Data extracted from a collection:
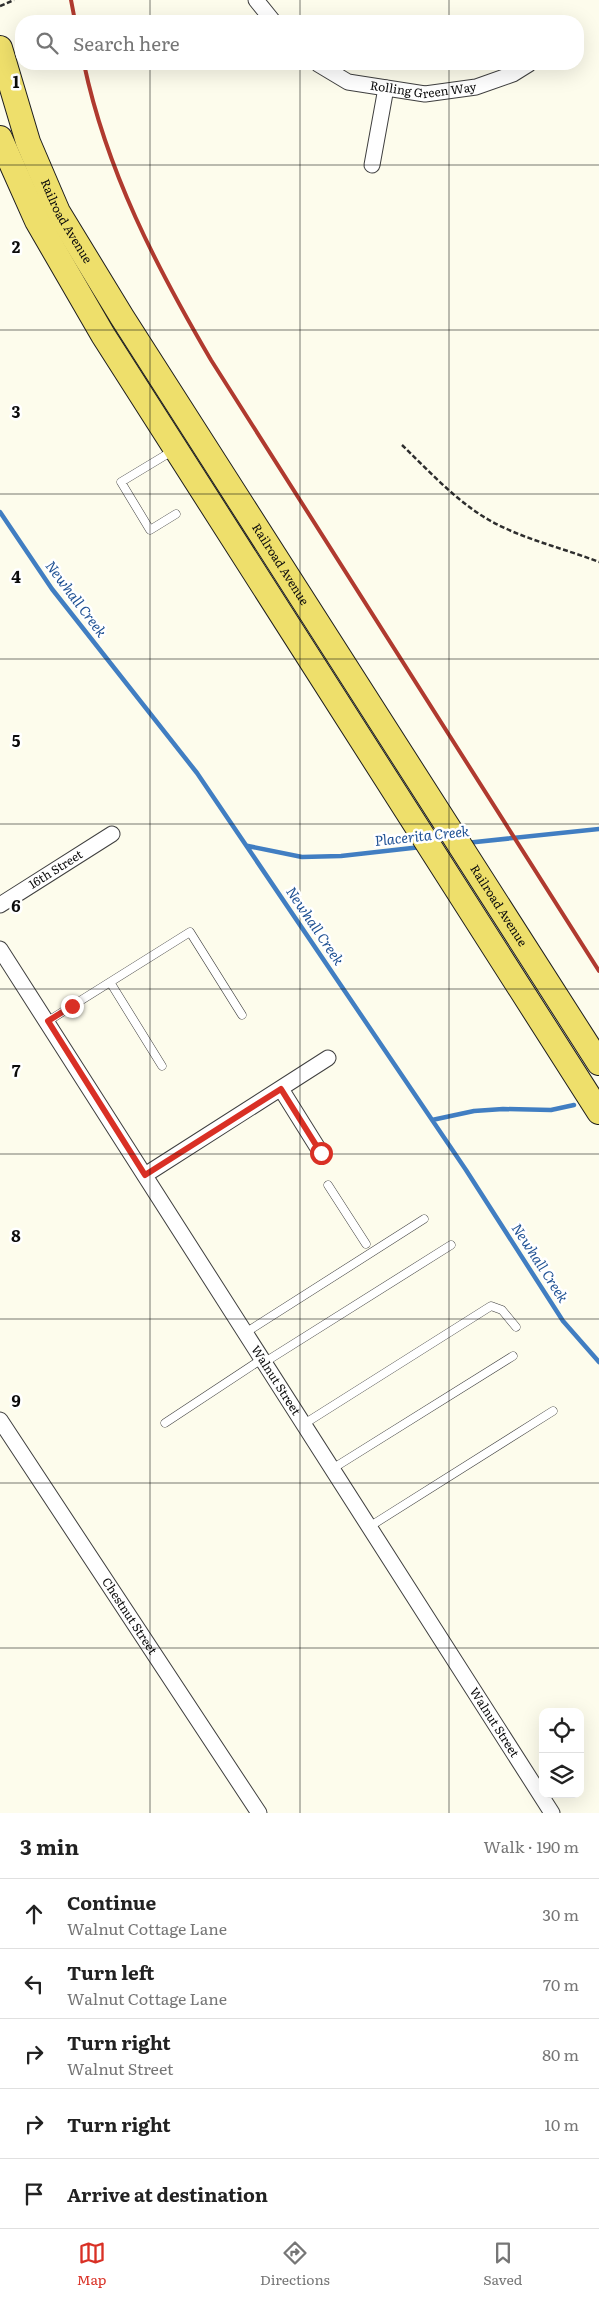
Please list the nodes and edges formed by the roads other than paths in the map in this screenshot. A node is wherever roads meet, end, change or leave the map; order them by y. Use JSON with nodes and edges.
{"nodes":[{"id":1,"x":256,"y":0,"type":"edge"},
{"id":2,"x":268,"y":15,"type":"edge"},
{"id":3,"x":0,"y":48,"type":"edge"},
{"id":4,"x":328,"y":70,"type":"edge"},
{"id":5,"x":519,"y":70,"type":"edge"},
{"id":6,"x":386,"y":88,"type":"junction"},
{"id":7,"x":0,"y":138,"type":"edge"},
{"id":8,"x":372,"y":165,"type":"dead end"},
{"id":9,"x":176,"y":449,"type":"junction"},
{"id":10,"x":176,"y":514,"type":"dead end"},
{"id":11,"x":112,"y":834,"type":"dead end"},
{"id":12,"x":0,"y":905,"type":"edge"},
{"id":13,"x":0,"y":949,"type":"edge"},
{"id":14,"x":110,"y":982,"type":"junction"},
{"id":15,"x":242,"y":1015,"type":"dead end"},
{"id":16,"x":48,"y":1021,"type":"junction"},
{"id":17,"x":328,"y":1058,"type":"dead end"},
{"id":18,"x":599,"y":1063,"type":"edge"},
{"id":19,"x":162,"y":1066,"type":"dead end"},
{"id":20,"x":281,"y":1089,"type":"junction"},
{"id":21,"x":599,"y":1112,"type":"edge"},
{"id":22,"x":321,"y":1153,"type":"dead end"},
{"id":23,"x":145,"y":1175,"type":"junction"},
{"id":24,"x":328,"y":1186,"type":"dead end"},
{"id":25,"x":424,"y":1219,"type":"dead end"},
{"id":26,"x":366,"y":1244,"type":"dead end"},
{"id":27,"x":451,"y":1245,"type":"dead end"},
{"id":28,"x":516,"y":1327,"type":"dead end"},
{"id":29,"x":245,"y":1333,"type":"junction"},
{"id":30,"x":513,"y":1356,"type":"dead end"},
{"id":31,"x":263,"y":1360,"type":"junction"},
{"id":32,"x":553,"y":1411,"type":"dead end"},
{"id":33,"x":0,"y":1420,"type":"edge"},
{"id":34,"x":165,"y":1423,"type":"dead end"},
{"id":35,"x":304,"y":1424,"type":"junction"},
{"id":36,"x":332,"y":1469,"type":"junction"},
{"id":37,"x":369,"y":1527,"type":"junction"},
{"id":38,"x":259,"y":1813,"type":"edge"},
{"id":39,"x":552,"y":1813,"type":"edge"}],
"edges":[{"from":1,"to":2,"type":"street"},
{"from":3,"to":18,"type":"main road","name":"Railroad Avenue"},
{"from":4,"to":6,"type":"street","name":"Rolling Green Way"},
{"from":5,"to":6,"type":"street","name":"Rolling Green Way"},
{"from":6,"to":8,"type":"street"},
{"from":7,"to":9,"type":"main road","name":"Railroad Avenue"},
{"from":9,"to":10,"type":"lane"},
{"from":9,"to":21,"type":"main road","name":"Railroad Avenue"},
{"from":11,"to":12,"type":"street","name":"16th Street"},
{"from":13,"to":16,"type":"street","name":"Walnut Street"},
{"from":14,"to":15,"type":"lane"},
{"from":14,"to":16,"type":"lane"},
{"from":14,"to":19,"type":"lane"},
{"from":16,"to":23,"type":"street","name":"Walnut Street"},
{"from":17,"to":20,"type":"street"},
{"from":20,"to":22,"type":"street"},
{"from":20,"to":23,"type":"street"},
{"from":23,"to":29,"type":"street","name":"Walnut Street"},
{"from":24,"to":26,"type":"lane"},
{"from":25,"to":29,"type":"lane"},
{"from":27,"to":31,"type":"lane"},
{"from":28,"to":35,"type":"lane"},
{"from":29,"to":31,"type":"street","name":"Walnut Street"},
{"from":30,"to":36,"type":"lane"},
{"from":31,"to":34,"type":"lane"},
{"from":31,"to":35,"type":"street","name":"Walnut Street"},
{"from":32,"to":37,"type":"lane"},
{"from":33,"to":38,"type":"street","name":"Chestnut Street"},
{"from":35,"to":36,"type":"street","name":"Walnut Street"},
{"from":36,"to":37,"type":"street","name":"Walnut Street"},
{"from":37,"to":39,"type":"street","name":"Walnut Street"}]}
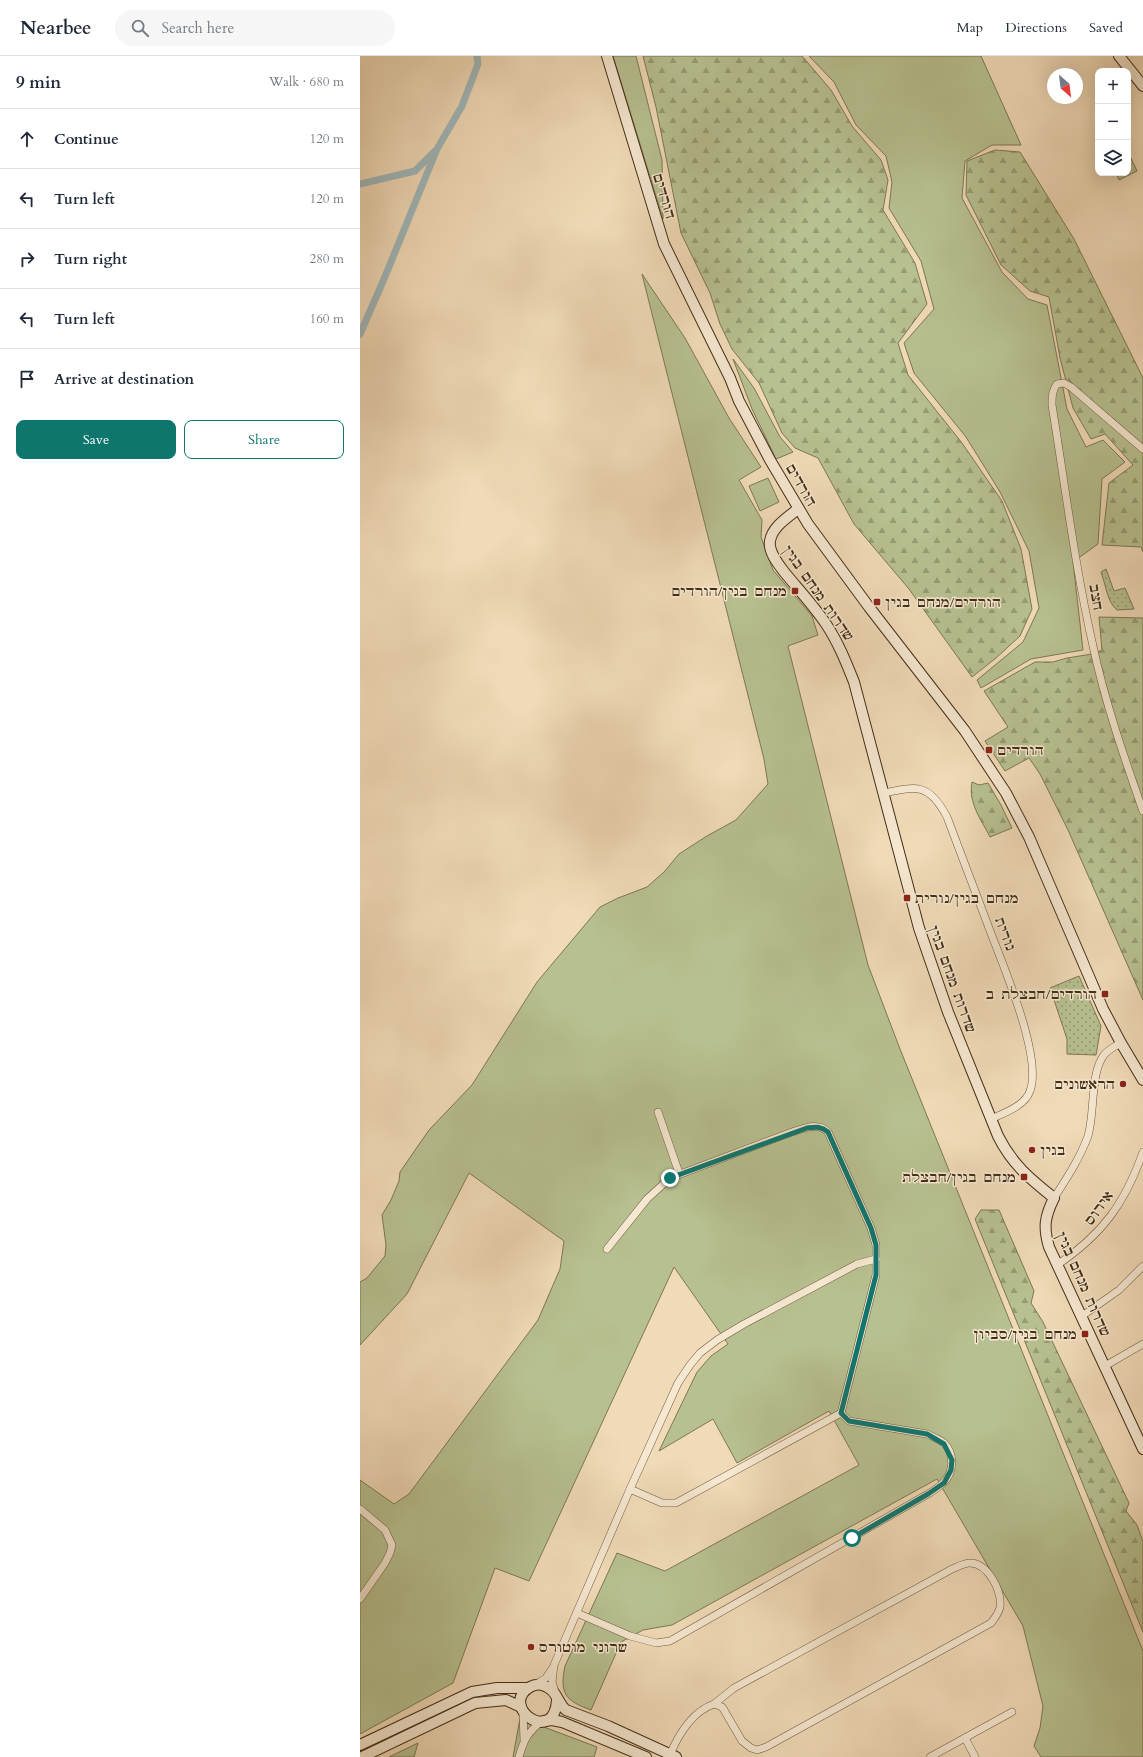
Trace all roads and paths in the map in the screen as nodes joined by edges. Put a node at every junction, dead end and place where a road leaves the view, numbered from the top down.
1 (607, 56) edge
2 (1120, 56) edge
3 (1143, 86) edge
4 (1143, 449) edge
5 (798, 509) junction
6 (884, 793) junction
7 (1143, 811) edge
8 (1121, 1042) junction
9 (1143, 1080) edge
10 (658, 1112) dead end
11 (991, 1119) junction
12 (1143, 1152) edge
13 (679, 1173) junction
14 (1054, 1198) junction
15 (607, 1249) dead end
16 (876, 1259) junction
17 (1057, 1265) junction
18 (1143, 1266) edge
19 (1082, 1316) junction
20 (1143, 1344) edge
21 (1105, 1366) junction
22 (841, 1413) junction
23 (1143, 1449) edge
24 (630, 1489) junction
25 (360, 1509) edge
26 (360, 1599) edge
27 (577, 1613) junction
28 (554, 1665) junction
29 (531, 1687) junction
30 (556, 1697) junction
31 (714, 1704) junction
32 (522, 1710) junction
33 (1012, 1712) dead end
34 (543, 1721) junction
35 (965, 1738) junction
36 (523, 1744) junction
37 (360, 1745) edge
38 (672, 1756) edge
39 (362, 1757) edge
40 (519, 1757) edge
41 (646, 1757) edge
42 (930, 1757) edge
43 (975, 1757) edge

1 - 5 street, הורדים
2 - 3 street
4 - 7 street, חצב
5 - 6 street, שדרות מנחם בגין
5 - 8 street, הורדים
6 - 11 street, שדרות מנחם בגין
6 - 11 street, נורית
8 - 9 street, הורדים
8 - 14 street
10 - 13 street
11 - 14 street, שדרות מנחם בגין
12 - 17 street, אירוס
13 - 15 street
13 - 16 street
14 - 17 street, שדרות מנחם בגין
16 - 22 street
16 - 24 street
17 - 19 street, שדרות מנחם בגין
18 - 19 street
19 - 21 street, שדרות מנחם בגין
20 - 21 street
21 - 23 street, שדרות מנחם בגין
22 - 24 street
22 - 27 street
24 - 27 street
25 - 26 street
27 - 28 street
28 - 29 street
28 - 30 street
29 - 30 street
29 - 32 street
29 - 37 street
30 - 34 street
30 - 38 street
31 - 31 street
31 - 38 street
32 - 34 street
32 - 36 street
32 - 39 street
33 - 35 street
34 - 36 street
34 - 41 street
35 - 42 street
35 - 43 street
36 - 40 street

■ What to do:
Scan the lines above for "paths", then copy every one that has it.

■ Exercise answer:
Please list the nodes and edges formed by the roads other than paths in the map in this screenshot. A node is wherever roads meet, end, change or leave the map; order them by y. Use JSON with nodes and edges.
Trace all roads and paths in the map in the screen as nodes joined by edges. Put a node at every junction, dead end and place where a road leaves the view, numbered from the top down.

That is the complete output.